In an early chapter of Mikhail Bulgakov’s funny and frightening novel, The Master and Margarita, written between 1928 and 1940 and now available in four different English translations, a character loses his head – literally. He slips on a Moscow street and is hit by a tram. His last thought is ‘Can this be?’ and his severed head then bounces away across the cobblestones. The question and the grisly performance of an answer are characteristic of this remarkable book, which Bulgakov described as his ‘sunset novel’. He was writing it, without any hope or thought of publication, in a time and place where arbitrary arrests and disappearances were a common occurrence, and yet where people managed to devise for themselves, as they had to, a fable of normality.

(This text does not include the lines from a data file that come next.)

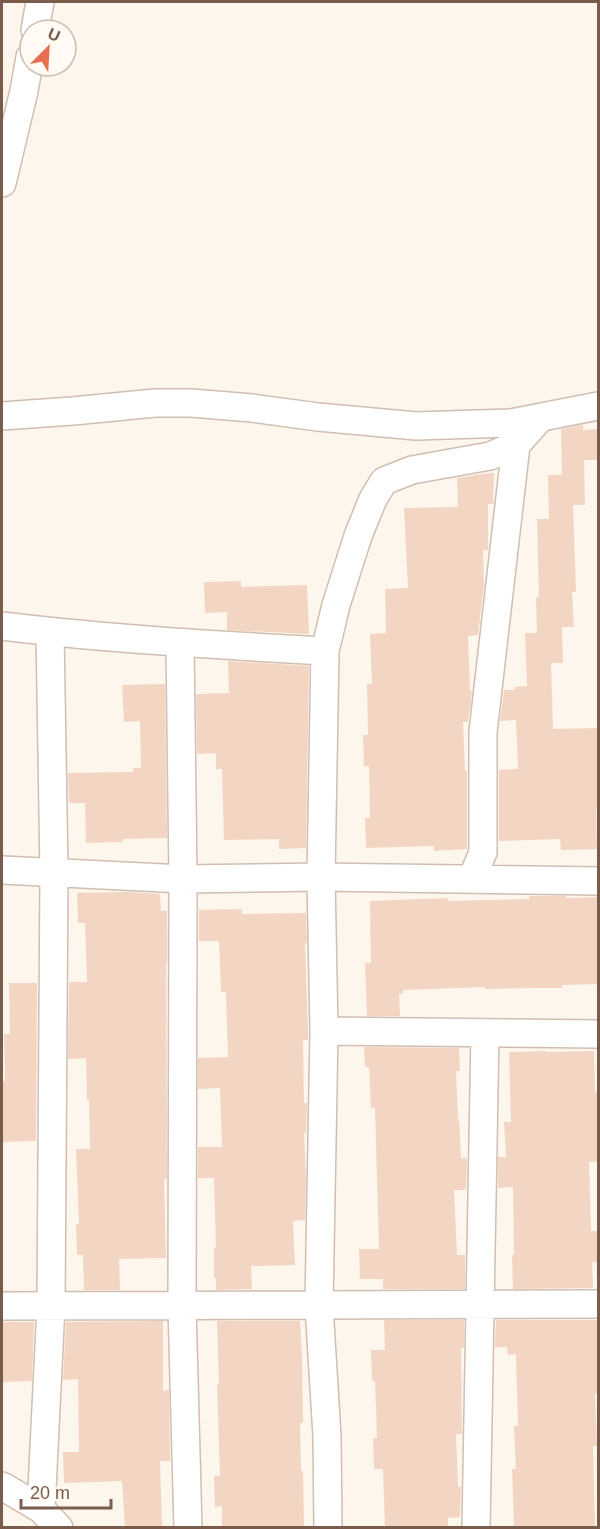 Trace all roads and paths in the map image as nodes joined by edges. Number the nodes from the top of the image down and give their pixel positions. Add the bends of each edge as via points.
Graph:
1 (40, 2) edge
2 (37, 18) edge
3 (26, 78) edge
4 (2, 183) edge
5 (598, 406) edge
6 (2, 416) edge
7 (541, 417) junction
8 (516, 445) junction
9 (2, 626) edge
10 (50, 632) junction
11 (180, 643) junction
12 (326, 651) junction
13 (2, 870) edge
14 (54, 872) junction
15 (321, 877) junction
16 (183, 879) junction
17 (472, 879) junction
18 (598, 881) edge
19 (324, 1031) junction
20 (485, 1033) junction
21 (598, 1034) edge
22 (480, 1305) junction
23 (598, 1305) edge
24 (2, 1306) edge
25 (51, 1306) junction
26 (182, 1306) junction
27 (320, 1306) junction
28 (2, 1486) edge
29 (50, 1518) edge
30 (188, 1527) edge
31 (328, 1527) edge
32 (476, 1527) edge

1 - 2 street
3 - 4 street
5 - 7 street
6 - 7 street via 155,403 252,408 416,426 511,423
7 - 8 street
8 - 12 street via 490,456 412,470 384,481 358,536
8 - 17 street via 483,732 483,852
9 - 10 street
10 - 11 street
10 - 14 street
11 - 12 street
11 - 16 street
12 - 15 street
13 - 14 street
14 - 16 street
14 - 25 street
15 - 16 street
15 - 17 street
15 - 19 street
16 - 26 street
17 - 18 street
19 - 20 street
19 - 27 street
20 - 21 street
20 - 22 street
22 - 23 street
22 - 27 street
22 - 32 street
24 - 25 street
25 - 26 street
25 - 29 street
26 - 27 street
26 - 30 street
27 - 31 street
28 - 29 street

Bulgakov confronts this fable with a further fable, registers the fantastic nature of his historical world by conflating it with inventive variants on more traditional forms of fantasy, of the kind we may associate with Hoffmann or Gogol. The man who loses his head has also met the devil an hour or so earlier – a busy day for a man described as being ‘unaccustomed to unusual happenings’. When one of the devil’s assistants says to a young woman that he has been sent to see her ‘regarding a certain small matter’, she understands him immediately, albeit wrongly. Obviously he has come to arrest her. What a relief when she learns that he hasn’t; better the devil than the secret police.